Nishat Chunian Limited (PSX: NCL) has grown from its humble origins of a spinning mill comprising of 14,400 spindles to become the fourth-largest textile company by sales. The company has managed to become a vertically integrated unit with annual spinning production of 75,000 tons of yarn, 3 million meters of greige fabric in weaving and 4 million meters of finished fabric.
Apart from textiles, the group also entered the power sector in 2007 by setting up a 200 MW power plant to cater to the rising energy demand. Venturing into entertainment sector, NC Entertainment was founded in 2015 to further diversify business interests.
As of now, Nishat Chunian Group consists of five companies which include Nishat Chunian Power Limited (a power generation company), Nishat Chunian USA Inc. (Incorporated in USA), Nishat Chunian Electric Corporation Ltd.(a captive power generation company), apart from the textile and entertainment companies mentioned above.
Stock & pattern of shareholding
NCL's stock price movement has been volatile over the past year with both periods of out performance and underperformance against the benchmark KSE-100 index. However, since July-17 the script gained momentum to cross the KSE-100 index but recently the price has decreased again. Fundamentally, the stock seems to be a good choice given the pick-up in exports of home textile, diversification into other sectors, as well as the considerable balancing, modernization and replacement (BMR) investment.
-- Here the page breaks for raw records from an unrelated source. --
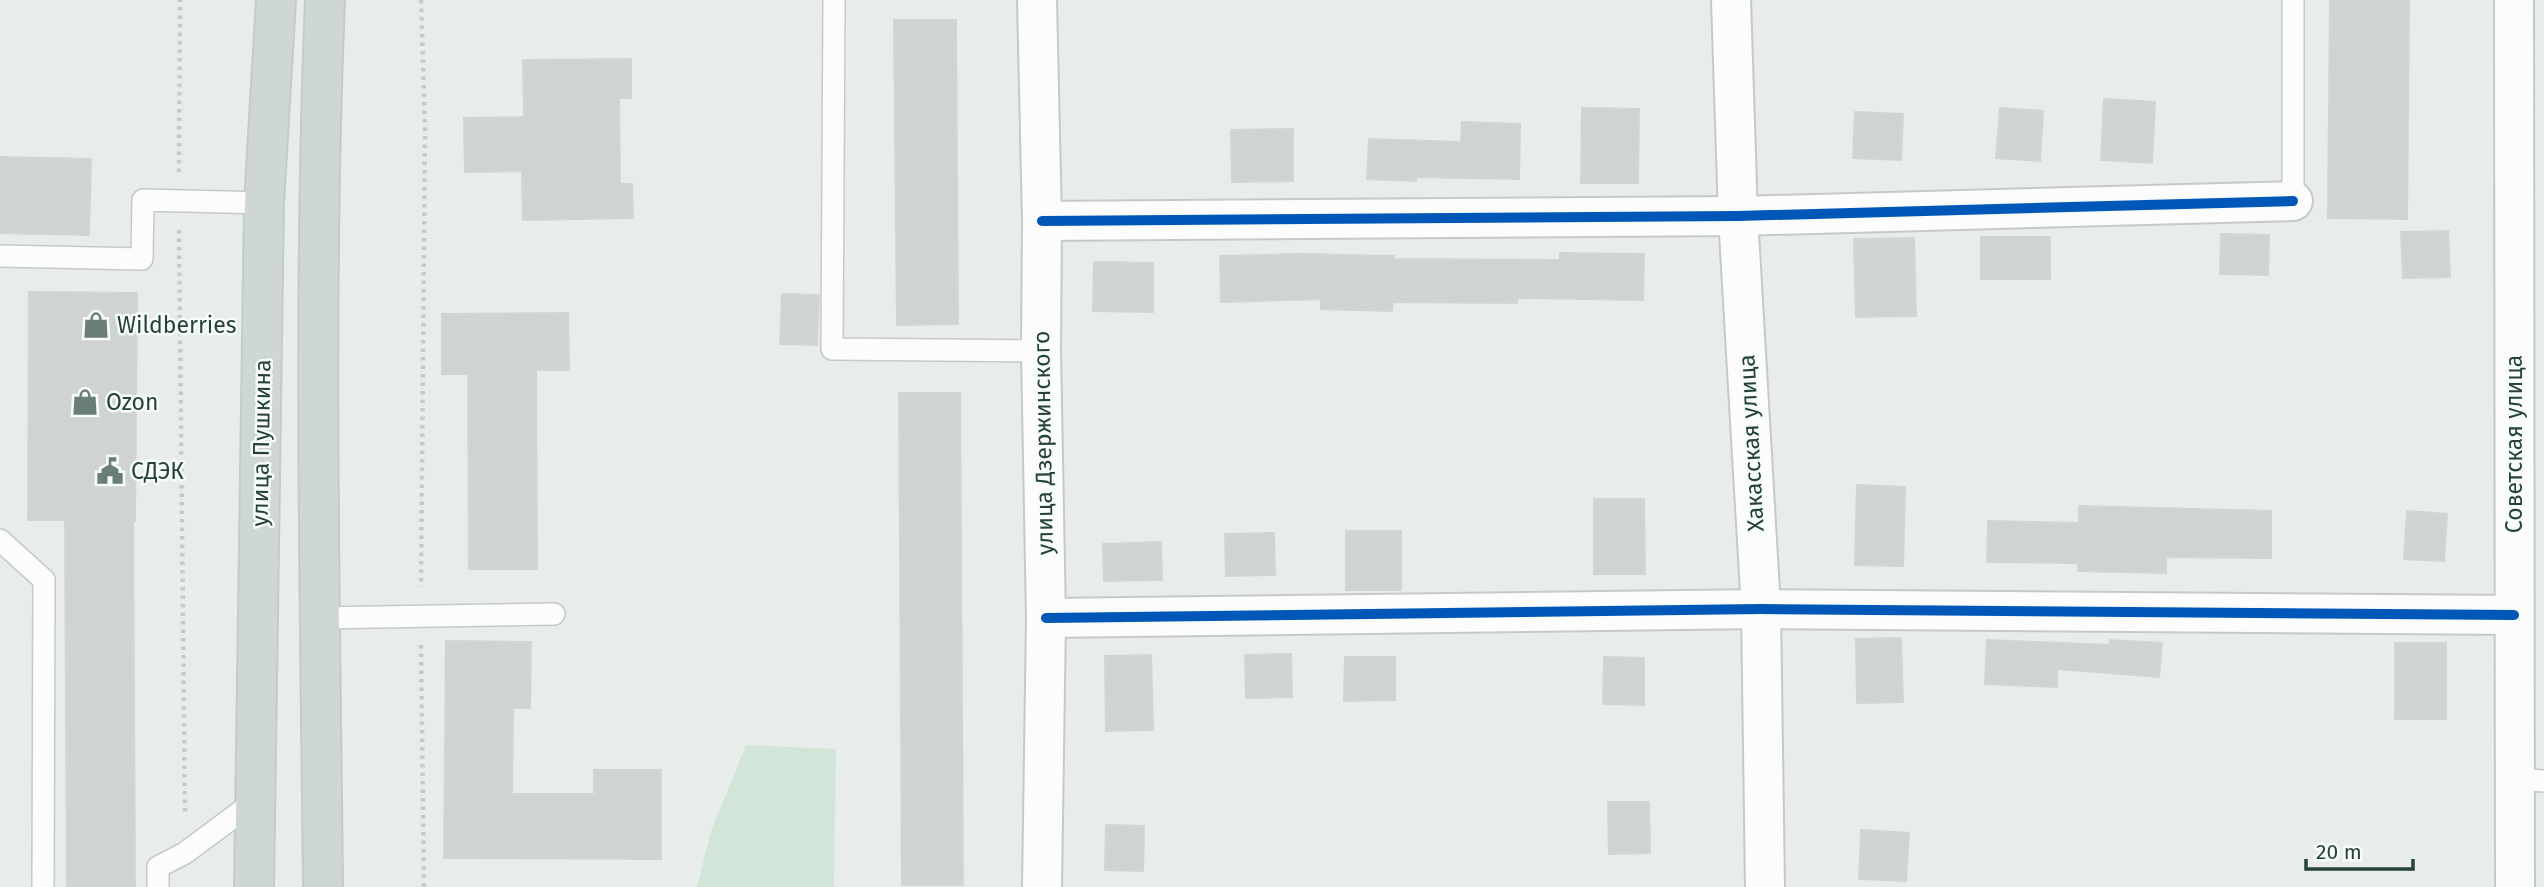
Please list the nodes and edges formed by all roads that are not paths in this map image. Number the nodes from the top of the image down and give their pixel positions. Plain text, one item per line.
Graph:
1 (276, 0) edge
2 (325, 0) edge
3 (834, 0) edge
4 (1037, 0) edge
5 (1731, 0) edge
6 (2293, 0) edge
7 (2514, 0) edge
8 (2293, 201) joint
9 (264, 203) junction
10 (1738, 216) junction
11 (1042, 221) junction
12 (0, 256) edge
13 (1041, 351) junction
14 (0, 540) edge
15 (1761, 608) junction
16 (554, 614) dead end
17 (2514, 615) junction
18 (320, 618) junction
19 (1046, 618) junction
20 (2530, 780) edge
21 (255, 801) junction
22 (43, 887) edge
23 (158, 887) edge
24 (254, 887) edge
25 (323, 887) edge
26 (1042, 887) edge
27 (1765, 887) edge
28 (2515, 887) edge

1 - 9 main road, улица Пушкина
2 - 18 main road
3 - 13 lane
4 - 11 street, улица Дзержинского
5 - 10 street, Хакасская улица
6 - 8 lane
7 - 17 street, Советская улица
8 - 10 street
9 - 12 lane
9 - 21 main road, улица Пушкина
10 - 11 street
10 - 15 street, Хакасская улица
11 - 13 street, улица Дзержинского
13 - 19 street, улица Дзержинского
14 - 22 lane
15 - 17 street
15 - 19 street
15 - 27 street, Хакасская улица
16 - 18 lane
17 - 20 street, Советская улица
18 - 25 main road
19 - 26 street, улица Дзержинского
20 - 28 street, Советская улица
21 - 23 lane
21 - 24 main road, улица Пушкина

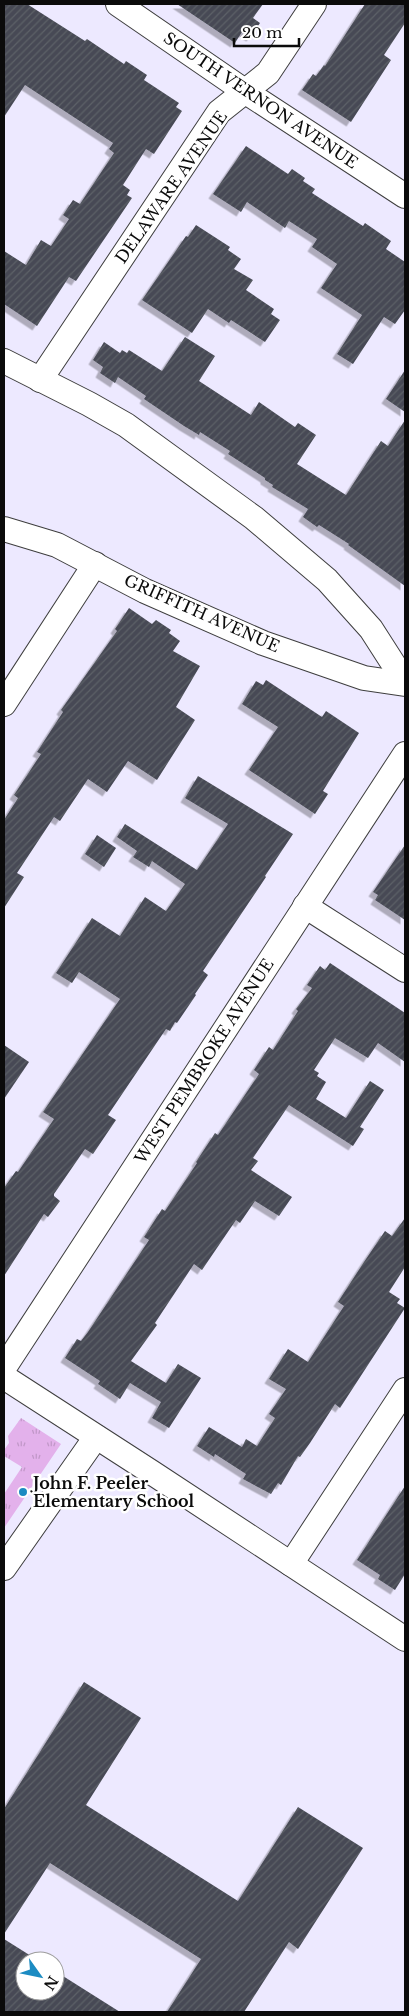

The pattern of shareholding shows that NCL's majority shareholding lies with the general public. The second-largest is with associated companies. Shahzad Saleem, CEO of the company owns 11.62 percent of the company while Nishat Mills Limited (NML) owns 13.61 percent.
Prior performance
NCL has managed to maintain its top line growth trajectory over the past several years while margins have tended to fluctuate in comparison. FY13 was a good year for the company in light of the dollar appreciation, good contribution from the yarn segment while also implementing cost-minimization.
But FY14 was an entirely different story where NCL saw margins drop on account of several factors which included rising expenditures and intense competition in the global markets which led to unutilized capacity in the spinning segment. Exchange rate fluctuations were also unfavourable taking a toll on margins.
In FY15, the demand for textile products in general and cotton yarn in particular declined, with a Rupee appreciation further hurting the company's margins. However, the subsequent year was definitely stolen by strong performance from the home textile division while the company was also able to undertake further cost rationalization.
When talking about Nishat Chunian's bottom-line, however, it becomes pertinent to mention the huge role played by 'other income,' which has often times been higher than the bottom-line itself! This is mostly in the form of dividend income from one of its subsidiary companies, Nishat Chunian (Power) Limited.
FY17 saw profitability grow in light of the investment on BMR activities and the shining performance of the Home Textiles Division which managed to augment its exports. According to the Director's report NCL invested almost Rs 2754 million in capacity addition and modernization. The bulk of this went to the spinning division with an investment of Rs 1914 million resulting in an addition of 53,664 spindles out of which 40,608 were replacements.
Segment-wise, constitutes the largest chunk of Nishat Chunian's revenue, followed by processing & home textile, and then weaving. Seemingly, the sales mix has not changed much over the years, as spinning has accounted for 54-60 percent of sales over the past five years, while processing has remained around 29-31 percent. However, for FY17, the home textile's division contributed 29 percent to the top line which might be indicative of a gradual shift in the sales mix.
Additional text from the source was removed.